Caro, Albert Pallejà1; García-Vallvé, Santiago4; Romeu, Antoni4
1 Department of Systems Biology, Technical University of Denmark2 Center for Biological Sequence Analysis, Department of Systems Biology, Technical University of Denmark3 Universitat Rovira i Virgili4 Universitat Rovira i Virgili
ABSTRACT: BACKGROUND: In prokaryote genomes most of the co-directional genes are in close proximity.
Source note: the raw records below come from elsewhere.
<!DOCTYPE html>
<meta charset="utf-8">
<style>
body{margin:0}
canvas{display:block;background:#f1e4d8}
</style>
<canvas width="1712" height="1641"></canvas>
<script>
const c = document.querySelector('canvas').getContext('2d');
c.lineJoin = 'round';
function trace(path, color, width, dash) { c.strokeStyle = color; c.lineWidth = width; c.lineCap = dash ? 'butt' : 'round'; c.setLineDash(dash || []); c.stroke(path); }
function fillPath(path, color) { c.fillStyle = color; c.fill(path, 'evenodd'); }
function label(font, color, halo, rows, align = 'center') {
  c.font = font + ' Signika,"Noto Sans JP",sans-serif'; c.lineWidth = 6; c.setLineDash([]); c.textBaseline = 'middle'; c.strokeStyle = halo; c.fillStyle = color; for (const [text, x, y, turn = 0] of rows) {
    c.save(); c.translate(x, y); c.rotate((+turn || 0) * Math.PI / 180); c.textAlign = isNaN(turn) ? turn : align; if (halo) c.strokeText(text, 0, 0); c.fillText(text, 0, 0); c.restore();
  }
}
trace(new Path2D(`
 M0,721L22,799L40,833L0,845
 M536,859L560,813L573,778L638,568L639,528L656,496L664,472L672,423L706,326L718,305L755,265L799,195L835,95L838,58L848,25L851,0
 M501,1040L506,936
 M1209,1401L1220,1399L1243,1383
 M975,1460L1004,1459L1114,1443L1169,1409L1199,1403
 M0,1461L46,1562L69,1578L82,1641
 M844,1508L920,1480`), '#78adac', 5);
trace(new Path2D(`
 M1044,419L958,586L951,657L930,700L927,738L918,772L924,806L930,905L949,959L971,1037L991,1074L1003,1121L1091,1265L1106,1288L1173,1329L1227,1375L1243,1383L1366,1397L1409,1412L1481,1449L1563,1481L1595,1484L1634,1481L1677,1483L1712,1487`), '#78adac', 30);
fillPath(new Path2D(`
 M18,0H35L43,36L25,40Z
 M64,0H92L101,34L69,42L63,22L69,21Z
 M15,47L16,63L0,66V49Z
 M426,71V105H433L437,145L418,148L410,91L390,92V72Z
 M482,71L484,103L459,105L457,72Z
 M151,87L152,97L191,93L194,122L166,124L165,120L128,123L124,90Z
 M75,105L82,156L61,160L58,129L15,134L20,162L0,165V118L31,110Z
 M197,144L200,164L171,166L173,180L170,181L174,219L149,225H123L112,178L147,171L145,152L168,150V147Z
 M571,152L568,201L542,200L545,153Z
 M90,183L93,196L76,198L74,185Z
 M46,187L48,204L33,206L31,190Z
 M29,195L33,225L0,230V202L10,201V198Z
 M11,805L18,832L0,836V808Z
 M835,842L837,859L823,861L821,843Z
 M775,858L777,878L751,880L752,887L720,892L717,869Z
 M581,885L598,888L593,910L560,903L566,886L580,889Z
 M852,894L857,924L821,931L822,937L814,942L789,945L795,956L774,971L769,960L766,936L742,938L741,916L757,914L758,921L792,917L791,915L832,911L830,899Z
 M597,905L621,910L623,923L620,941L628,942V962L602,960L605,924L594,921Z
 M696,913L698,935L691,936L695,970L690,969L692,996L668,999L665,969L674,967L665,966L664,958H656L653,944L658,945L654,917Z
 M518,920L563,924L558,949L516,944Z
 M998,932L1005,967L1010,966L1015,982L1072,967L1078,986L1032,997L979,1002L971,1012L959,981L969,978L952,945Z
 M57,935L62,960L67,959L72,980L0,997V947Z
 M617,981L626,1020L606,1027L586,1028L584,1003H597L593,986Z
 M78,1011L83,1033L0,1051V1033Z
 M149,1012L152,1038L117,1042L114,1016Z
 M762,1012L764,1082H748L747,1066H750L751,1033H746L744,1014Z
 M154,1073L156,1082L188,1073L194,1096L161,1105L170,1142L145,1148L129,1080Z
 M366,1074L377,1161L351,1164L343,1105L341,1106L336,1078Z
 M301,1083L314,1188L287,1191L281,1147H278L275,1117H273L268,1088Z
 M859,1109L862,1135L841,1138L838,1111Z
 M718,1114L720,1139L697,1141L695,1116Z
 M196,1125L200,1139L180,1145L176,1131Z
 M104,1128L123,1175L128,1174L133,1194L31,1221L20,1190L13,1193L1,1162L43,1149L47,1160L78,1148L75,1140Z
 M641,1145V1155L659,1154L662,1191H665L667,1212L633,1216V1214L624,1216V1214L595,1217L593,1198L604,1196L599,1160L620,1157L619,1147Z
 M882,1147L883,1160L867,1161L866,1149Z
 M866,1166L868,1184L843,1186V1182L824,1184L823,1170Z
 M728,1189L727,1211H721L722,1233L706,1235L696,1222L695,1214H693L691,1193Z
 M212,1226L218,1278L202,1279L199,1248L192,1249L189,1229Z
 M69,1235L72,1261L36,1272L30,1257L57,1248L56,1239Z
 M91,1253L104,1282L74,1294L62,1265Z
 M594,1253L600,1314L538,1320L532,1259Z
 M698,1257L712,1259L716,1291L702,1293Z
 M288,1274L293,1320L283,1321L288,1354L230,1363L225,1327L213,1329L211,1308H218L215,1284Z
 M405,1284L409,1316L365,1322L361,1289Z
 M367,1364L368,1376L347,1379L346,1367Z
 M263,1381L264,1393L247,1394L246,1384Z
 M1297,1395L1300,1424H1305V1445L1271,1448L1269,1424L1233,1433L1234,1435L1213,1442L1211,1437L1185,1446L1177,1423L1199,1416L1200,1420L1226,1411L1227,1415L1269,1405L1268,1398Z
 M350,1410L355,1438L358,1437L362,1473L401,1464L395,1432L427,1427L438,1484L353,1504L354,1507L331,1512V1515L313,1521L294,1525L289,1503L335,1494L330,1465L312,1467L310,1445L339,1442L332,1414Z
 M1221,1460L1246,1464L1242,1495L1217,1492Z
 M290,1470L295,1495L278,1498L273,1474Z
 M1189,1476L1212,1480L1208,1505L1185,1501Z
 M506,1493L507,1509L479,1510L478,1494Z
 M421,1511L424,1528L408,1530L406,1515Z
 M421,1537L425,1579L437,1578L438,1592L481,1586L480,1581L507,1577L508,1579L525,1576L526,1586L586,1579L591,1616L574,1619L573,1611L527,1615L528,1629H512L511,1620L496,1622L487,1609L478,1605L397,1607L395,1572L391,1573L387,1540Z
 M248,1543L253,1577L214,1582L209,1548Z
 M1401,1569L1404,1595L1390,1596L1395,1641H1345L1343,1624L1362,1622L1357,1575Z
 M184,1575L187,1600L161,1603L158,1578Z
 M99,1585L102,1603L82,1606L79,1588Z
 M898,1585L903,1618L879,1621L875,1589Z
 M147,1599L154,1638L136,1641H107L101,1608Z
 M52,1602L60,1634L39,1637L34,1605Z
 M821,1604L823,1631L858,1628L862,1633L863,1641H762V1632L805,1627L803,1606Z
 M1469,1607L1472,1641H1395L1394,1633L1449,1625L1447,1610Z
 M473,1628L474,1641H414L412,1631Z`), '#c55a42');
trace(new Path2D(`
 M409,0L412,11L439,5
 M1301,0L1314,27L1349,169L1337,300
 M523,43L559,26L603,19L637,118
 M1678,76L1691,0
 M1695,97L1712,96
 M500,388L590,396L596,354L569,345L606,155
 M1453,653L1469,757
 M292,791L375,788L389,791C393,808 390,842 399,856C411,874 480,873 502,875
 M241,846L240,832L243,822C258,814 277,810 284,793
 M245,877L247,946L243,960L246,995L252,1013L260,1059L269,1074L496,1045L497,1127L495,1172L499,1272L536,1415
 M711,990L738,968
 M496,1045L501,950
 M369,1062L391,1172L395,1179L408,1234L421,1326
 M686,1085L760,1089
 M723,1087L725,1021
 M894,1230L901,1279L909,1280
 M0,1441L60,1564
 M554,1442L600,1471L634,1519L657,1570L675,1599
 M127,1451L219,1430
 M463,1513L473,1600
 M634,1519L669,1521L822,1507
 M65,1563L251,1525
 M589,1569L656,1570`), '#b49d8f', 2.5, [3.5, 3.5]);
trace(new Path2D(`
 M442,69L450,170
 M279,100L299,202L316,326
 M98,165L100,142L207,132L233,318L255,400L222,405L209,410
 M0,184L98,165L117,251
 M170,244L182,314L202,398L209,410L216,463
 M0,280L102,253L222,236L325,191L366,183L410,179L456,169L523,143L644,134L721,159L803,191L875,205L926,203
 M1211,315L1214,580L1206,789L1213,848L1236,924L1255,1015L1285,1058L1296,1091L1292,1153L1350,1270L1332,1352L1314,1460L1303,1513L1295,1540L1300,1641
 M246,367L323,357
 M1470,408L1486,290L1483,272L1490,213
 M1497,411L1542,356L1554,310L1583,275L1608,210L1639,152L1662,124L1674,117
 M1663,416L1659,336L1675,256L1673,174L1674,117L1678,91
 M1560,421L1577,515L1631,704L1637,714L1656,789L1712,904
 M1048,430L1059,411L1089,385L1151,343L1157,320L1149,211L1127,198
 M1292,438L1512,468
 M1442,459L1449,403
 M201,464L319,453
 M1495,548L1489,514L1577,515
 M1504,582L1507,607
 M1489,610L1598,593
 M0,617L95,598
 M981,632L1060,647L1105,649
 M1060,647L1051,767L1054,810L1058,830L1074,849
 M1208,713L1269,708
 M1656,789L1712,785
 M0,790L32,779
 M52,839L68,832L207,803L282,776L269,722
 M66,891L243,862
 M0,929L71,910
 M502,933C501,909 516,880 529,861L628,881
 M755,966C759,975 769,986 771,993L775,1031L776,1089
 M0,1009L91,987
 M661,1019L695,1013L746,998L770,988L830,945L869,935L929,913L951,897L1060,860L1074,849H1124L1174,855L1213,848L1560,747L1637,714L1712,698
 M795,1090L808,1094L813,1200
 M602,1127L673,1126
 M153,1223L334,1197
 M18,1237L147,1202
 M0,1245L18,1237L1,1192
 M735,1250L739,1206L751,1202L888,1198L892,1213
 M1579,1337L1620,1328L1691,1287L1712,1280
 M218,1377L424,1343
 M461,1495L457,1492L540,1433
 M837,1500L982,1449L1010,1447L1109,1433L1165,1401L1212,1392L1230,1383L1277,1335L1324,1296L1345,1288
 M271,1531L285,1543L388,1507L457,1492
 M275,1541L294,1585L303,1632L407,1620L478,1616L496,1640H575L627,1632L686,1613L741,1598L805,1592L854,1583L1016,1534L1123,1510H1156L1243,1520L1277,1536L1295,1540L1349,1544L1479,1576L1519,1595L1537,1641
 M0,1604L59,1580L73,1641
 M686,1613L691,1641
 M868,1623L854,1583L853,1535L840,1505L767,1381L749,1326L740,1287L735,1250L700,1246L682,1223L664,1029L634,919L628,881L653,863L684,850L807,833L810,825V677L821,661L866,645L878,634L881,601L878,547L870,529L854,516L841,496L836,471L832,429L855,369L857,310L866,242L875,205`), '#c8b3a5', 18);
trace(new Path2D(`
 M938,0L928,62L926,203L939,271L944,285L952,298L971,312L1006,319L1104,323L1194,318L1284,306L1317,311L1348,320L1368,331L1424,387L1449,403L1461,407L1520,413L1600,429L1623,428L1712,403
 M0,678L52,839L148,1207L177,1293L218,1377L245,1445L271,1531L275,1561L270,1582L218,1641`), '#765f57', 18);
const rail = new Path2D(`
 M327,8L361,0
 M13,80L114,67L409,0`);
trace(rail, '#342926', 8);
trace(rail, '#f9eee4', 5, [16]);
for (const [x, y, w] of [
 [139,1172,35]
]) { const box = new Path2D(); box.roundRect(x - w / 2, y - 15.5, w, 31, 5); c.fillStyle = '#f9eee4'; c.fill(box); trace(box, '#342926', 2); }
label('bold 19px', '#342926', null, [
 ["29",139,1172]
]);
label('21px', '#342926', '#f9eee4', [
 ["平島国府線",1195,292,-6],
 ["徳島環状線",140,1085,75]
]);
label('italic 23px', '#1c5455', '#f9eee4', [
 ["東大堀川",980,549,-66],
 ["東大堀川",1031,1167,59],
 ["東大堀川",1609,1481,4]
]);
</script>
Even the coding sequence or the stop codon of a gene can overlap with the Shine-Dalgarno (SD) sequence of the downstream co-directional gene. In this paper we analyze how the presence of SD may influence the stop codon usage or the spacing lengths between co-directional genes. RESULTS: The SD sequences for 530 prokaryote genomes have been predicted using computer calculations of the base-pairing free energy between translation initiation regions and the 16S rRNA 3' tail. Genomes with a large number of genes with the SD sequence concentrate this regulatory motif from 4 to 11 bps before the start codon. However, not all genes seem to have the SD sequence. Genes separated from 1 to 4 bps from a co-directional upstream gene show a high SD presence, though this regulatory signal is located towards the 3' end of the coding sequence of the upstream gene. Genes separated from 9 to 15 bps show the highest SD presence as they accommodate the SD sequence within an intergenic region. However, genes separated from around 5 to 8 bps have a lower percentage of SD presence and when the SD is present, the stop codon usage of the upstream gene changes to accommodate the overlap between the SD sequence and the stop codon. CONCLUSION: The SD presence makes the intergenic lengths from 5 to 8 bps less frequent and causes an adaptation of the stop codon usage. Our results introduce new elements to the discussion of which factors affect the intergenic lengths, which cannot be totally explained by the pressure to compact the prokaryote genomes.